WORK INSTRUCTIONS:
The full set of entries below must be returned exactly as shown.
PROVIDED MATERIAL: Begin
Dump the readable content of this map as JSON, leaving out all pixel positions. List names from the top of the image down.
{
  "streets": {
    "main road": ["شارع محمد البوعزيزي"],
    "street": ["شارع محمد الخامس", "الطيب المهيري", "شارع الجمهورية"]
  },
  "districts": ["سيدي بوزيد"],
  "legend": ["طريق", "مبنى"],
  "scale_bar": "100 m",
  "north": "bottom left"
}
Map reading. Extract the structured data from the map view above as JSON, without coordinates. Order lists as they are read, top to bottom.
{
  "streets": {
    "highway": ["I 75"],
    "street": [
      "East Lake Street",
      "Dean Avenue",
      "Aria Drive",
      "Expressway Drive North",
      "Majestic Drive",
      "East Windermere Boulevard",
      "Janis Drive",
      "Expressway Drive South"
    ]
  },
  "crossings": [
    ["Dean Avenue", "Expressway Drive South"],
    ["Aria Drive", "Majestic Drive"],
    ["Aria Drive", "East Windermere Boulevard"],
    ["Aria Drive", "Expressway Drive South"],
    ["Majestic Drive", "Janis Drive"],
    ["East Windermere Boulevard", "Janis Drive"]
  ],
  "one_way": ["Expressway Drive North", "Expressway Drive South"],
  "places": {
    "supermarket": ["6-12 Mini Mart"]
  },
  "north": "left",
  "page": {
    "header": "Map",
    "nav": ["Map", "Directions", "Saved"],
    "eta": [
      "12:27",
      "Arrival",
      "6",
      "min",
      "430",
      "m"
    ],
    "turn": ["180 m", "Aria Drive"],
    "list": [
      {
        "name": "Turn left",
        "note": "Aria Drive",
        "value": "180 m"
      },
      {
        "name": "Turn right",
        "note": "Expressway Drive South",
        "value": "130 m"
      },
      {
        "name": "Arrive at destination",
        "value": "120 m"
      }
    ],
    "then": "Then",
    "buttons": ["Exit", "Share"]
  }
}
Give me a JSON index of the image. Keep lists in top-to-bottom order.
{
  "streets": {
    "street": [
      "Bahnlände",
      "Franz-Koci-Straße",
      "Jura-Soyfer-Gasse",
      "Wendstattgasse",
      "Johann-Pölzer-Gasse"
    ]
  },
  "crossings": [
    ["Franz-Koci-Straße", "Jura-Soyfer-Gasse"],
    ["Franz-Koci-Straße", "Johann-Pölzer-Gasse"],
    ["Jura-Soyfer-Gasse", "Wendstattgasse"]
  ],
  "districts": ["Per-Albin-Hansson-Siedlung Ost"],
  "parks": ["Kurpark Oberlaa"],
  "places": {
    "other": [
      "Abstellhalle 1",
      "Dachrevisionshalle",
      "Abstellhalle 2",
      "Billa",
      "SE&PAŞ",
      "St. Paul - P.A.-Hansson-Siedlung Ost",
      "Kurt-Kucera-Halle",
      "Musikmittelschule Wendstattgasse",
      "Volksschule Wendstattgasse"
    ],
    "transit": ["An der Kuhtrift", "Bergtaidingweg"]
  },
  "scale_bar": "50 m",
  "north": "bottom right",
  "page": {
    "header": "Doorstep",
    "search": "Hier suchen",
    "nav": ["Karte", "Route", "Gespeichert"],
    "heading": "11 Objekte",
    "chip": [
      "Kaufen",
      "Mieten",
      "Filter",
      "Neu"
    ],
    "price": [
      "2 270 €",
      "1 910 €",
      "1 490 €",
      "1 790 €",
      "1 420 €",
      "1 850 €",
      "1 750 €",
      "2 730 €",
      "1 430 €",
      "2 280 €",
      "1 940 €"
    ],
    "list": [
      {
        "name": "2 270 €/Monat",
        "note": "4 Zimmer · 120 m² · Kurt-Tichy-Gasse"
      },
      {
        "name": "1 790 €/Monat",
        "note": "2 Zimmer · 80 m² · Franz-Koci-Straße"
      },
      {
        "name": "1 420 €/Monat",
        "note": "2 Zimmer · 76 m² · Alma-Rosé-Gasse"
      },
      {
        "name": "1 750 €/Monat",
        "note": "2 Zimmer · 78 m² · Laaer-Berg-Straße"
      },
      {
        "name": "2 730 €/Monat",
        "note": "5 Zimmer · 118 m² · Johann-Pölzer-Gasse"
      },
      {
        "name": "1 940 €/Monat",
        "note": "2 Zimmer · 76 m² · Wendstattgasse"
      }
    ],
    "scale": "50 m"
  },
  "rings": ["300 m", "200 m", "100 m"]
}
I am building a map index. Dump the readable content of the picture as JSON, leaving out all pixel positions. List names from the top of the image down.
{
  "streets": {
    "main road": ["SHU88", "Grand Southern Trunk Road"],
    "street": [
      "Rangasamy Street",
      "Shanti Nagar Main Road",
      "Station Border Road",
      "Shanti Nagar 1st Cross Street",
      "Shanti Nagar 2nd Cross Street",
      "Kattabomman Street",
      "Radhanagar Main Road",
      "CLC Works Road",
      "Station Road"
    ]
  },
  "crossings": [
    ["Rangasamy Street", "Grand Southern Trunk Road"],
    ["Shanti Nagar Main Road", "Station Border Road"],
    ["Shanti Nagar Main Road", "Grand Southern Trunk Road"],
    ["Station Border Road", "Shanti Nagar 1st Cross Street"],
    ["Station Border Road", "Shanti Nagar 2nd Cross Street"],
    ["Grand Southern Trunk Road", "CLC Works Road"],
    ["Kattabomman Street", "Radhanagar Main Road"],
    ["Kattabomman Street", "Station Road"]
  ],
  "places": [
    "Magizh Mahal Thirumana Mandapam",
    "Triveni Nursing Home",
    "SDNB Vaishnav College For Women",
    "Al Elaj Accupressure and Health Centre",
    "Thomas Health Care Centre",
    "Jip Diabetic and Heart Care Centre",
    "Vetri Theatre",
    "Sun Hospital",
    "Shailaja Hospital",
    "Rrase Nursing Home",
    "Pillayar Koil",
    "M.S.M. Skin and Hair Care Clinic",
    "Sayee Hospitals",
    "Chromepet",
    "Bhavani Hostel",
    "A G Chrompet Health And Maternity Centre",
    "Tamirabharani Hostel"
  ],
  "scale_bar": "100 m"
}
PROVIDED MATERIAL: End
ANSWER FOR THE TASK:
Dump the readable content of this map as JSON, leaving out all pixel positions. List names from the top of the image down.
{
  "streets": {
    "main road": ["شارع محمد البوعزيزي"],
    "street": ["شارع محمد الخامس", "الطيب المهيري", "شارع الجمهورية"]
  },
  "districts": ["سيدي بوزيد"],
  "legend": ["طريق", "مبنى"],
  "scale_bar": "100 m",
  "north": "bottom left"
}
Map reading. Extract the structured data from the map view above as JSON, without coordinates. Order lists as they are read, top to bottom.
{
  "streets": {
    "highway": ["I 75"],
    "street": [
      "East Lake Street",
      "Dean Avenue",
      "Aria Drive",
      "Expressway Drive North",
      "Majestic Drive",
      "East Windermere Boulevard",
      "Janis Drive",
      "Expressway Drive South"
    ]
  },
  "crossings": [
    ["Dean Avenue", "Expressway Drive South"],
    ["Aria Drive", "Majestic Drive"],
    ["Aria Drive", "East Windermere Boulevard"],
    ["Aria Drive", "Expressway Drive South"],
    ["Majestic Drive", "Janis Drive"],
    ["East Windermere Boulevard", "Janis Drive"]
  ],
  "one_way": ["Expressway Drive North", "Expressway Drive South"],
  "places": {
    "supermarket": ["6-12 Mini Mart"]
  },
  "north": "left",
  "page": {
    "header": "Map",
    "nav": ["Map", "Directions", "Saved"],
    "eta": [
      "12:27",
      "Arrival",
      "6",
      "min",
      "430",
      "m"
    ],
    "turn": ["180 m", "Aria Drive"],
    "list": [
      {
        "name": "Turn left",
        "note": "Aria Drive",
        "value": "180 m"
      },
      {
        "name": "Turn right",
        "note": "Expressway Drive South",
        "value": "130 m"
      },
      {
        "name": "Arrive at destination",
        "value": "120 m"
      }
    ],
    "then": "Then",
    "buttons": ["Exit", "Share"]
  }
}
Give me a JSON index of the image. Keep lists in top-to-bottom order.
{
  "streets": {
    "street": [
      "Bahnlände",
      "Franz-Koci-Straße",
      "Jura-Soyfer-Gasse",
      "Wendstattgasse",
      "Johann-Pölzer-Gasse"
    ]
  },
  "crossings": [
    ["Franz-Koci-Straße", "Jura-Soyfer-Gasse"],
    ["Franz-Koci-Straße", "Johann-Pölzer-Gasse"],
    ["Jura-Soyfer-Gasse", "Wendstattgasse"]
  ],
  "districts": ["Per-Albin-Hansson-Siedlung Ost"],
  "parks": ["Kurpark Oberlaa"],
  "places": {
    "other": [
      "Abstellhalle 1",
      "Dachrevisionshalle",
      "Abstellhalle 2",
      "Billa",
      "SE&PAŞ",
      "St. Paul - P.A.-Hansson-Siedlung Ost",
      "Kurt-Kucera-Halle",
      "Musikmittelschule Wendstattgasse",
      "Volksschule Wendstattgasse"
    ],
    "transit": ["An der Kuhtrift", "Bergtaidingweg"]
  },
  "scale_bar": "50 m",
  "north": "bottom right",
  "page": {
    "header": "Doorstep",
    "search": "Hier suchen",
    "nav": ["Karte", "Route", "Gespeichert"],
    "heading": "11 Objekte",
    "chip": [
      "Kaufen",
      "Mieten",
      "Filter",
      "Neu"
    ],
    "price": [
      "2 270 €",
      "1 910 €",
      "1 490 €",
      "1 790 €",
      "1 420 €",
      "1 850 €",
      "1 750 €",
      "2 730 €",
      "1 430 €",
      "2 280 €",
      "1 940 €"
    ],
    "list": [
      {
        "name": "2 270 €/Monat",
        "note": "4 Zimmer · 120 m² · Kurt-Tichy-Gasse"
      },
      {
        "name": "1 790 €/Monat",
        "note": "2 Zimmer · 80 m² · Franz-Koci-Straße"
      },
      {
        "name": "1 420 €/Monat",
        "note": "2 Zimmer · 76 m² · Alma-Rosé-Gasse"
      },
      {
        "name": "1 750 €/Monat",
        "note": "2 Zimmer · 78 m² · Laaer-Berg-Straße"
      },
      {
        "name": "2 730 €/Monat",
        "note": "5 Zimmer · 118 m² · Johann-Pölzer-Gasse"
      },
      {
        "name": "1 940 €/Monat",
        "note": "2 Zimmer · 76 m² · Wendstattgasse"
      }
    ],
    "scale": "50 m"
  },
  "rings": ["300 m", "200 m", "100 m"]
}
I am building a map index. Dump the readable content of the picture as JSON, leaving out all pixel positions. List names from the top of the image down.
{
  "streets": {
    "main road": ["SHU88", "Grand Southern Trunk Road"],
    "street": [
      "Rangasamy Street",
      "Shanti Nagar Main Road",
      "Station Border Road",
      "Shanti Nagar 1st Cross Street",
      "Shanti Nagar 2nd Cross Street",
      "Kattabomman Street",
      "Radhanagar Main Road",
      "CLC Works Road",
      "Station Road"
    ]
  },
  "crossings": [
    ["Rangasamy Street", "Grand Southern Trunk Road"],
    ["Shanti Nagar Main Road", "Station Border Road"],
    ["Shanti Nagar Main Road", "Grand Southern Trunk Road"],
    ["Station Border Road", "Shanti Nagar 1st Cross Street"],
    ["Station Border Road", "Shanti Nagar 2nd Cross Street"],
    ["Grand Southern Trunk Road", "CLC Works Road"],
    ["Kattabomman Street", "Radhanagar Main Road"],
    ["Kattabomman Street", "Station Road"]
  ],
  "places": [
    "Magizh Mahal Thirumana Mandapam",
    "Triveni Nursing Home",
    "SDNB Vaishnav College For Women",
    "Al Elaj Accupressure and Health Centre",
    "Thomas Health Care Centre",
    "Jip Diabetic and Heart Care Centre",
    "Vetri Theatre",
    "Sun Hospital",
    "Shailaja Hospital",
    "Rrase Nursing Home",
    "Pillayar Koil",
    "M.S.M. Skin and Hair Care Clinic",
    "Sayee Hospitals",
    "Chromepet",
    "Bhavani Hostel",
    "A G Chrompet Health And Maternity Centre",
    "Tamirabharani Hostel"
  ],
  "scale_bar": "100 m"
}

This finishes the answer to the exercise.